How to complete this task
In the data, find each line where the word "けやき通り" appears and list that line.

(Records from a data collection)
-=-=-

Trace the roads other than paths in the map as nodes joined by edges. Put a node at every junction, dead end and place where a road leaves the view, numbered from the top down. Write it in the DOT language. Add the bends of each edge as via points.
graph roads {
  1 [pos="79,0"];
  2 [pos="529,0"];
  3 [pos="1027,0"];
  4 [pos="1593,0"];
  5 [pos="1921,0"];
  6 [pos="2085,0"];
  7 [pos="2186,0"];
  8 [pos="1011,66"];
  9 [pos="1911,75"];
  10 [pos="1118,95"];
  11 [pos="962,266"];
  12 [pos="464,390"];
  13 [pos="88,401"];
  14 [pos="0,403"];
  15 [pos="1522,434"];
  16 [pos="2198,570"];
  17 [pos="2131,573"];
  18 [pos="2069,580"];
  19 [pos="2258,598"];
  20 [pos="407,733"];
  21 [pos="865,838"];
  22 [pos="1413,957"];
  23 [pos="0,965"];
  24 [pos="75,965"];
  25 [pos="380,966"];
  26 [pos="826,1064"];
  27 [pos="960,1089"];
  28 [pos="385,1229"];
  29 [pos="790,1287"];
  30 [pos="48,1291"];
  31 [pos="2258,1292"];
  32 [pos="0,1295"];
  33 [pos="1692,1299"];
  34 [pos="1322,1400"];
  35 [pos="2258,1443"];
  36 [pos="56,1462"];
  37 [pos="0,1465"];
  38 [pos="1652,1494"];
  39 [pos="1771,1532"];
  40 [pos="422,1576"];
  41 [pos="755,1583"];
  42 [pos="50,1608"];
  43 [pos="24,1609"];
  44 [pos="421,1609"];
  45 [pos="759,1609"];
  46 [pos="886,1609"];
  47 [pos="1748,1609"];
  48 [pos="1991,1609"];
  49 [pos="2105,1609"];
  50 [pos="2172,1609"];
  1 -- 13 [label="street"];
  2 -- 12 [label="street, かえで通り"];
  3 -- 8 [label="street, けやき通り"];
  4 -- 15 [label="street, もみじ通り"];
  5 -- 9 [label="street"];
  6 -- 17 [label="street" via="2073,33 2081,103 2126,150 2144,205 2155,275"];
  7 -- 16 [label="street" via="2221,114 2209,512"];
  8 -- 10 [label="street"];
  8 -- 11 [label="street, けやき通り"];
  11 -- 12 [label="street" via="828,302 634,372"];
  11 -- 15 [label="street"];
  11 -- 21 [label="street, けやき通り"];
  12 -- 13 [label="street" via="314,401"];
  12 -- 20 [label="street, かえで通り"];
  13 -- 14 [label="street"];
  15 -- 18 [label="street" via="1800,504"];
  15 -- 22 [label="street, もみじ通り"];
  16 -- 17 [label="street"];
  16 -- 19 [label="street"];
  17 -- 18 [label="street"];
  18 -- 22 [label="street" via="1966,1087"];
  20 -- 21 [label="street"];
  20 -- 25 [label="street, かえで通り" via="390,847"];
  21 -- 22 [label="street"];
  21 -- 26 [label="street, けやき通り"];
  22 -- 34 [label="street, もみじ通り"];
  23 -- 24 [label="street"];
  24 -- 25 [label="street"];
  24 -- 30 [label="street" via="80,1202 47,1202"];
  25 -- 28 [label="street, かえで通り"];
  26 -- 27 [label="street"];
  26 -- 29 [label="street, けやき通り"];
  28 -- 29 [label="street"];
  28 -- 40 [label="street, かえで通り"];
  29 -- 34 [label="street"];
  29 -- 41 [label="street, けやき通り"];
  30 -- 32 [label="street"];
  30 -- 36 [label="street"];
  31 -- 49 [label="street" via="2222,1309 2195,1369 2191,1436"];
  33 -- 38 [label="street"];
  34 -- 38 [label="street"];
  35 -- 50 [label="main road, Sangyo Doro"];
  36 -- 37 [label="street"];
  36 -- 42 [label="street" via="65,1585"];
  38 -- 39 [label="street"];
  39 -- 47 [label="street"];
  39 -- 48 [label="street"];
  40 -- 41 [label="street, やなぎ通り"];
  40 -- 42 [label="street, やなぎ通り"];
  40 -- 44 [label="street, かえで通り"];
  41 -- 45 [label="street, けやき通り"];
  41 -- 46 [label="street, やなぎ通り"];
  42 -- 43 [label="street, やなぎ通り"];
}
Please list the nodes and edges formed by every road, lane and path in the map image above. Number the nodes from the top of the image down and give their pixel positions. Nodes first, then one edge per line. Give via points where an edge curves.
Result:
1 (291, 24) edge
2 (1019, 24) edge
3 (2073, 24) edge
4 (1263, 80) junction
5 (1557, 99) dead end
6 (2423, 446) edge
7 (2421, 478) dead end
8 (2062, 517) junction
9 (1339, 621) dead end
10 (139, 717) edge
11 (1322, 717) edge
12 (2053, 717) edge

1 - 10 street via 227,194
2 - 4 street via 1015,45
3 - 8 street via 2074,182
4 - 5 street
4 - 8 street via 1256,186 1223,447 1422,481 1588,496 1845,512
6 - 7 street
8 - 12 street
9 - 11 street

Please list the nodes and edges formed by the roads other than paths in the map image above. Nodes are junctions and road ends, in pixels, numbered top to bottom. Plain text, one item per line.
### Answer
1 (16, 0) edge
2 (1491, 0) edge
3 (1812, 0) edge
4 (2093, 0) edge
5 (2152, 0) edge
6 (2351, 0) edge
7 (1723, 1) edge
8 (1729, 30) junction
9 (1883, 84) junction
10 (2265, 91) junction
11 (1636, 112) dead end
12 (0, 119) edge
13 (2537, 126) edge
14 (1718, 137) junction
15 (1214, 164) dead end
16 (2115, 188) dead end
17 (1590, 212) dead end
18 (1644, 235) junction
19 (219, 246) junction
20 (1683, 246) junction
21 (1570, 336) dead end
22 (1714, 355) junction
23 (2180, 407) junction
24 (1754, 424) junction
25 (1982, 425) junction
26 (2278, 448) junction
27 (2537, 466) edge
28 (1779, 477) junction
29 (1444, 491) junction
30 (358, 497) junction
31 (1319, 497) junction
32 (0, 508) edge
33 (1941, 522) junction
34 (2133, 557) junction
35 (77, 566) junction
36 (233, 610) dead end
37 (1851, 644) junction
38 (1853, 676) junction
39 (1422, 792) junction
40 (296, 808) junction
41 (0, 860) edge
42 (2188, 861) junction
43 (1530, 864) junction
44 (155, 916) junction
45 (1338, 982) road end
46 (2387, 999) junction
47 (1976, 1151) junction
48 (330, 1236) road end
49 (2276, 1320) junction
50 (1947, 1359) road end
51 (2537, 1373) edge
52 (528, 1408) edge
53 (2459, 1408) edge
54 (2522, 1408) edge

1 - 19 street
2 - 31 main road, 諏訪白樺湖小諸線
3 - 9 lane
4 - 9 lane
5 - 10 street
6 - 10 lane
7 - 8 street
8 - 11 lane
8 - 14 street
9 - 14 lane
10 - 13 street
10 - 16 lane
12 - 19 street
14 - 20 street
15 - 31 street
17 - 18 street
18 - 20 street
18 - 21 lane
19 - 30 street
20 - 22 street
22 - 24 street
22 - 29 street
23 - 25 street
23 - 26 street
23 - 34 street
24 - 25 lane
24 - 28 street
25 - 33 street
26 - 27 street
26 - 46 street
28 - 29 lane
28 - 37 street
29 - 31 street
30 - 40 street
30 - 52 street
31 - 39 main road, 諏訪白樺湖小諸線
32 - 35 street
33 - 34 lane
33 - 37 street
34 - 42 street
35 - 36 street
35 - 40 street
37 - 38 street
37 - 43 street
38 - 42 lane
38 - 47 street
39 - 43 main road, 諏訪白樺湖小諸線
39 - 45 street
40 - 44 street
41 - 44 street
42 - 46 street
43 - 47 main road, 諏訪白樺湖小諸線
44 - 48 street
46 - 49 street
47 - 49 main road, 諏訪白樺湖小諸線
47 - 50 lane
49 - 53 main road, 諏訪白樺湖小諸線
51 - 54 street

-=-=-

Worked solution
  3 -- 8 [label="street, けやき通り"];
  8 -- 11 [label="street, けやき通り"];
  11 -- 21 [label="street, けやき通り"];
  21 -- 26 [label="street, けやき通り"];
  26 -- 29 [label="street, けやき通り"];
  29 -- 41 [label="street, けやき通り"];
  41 -- 45 [label="street, けやき通り"];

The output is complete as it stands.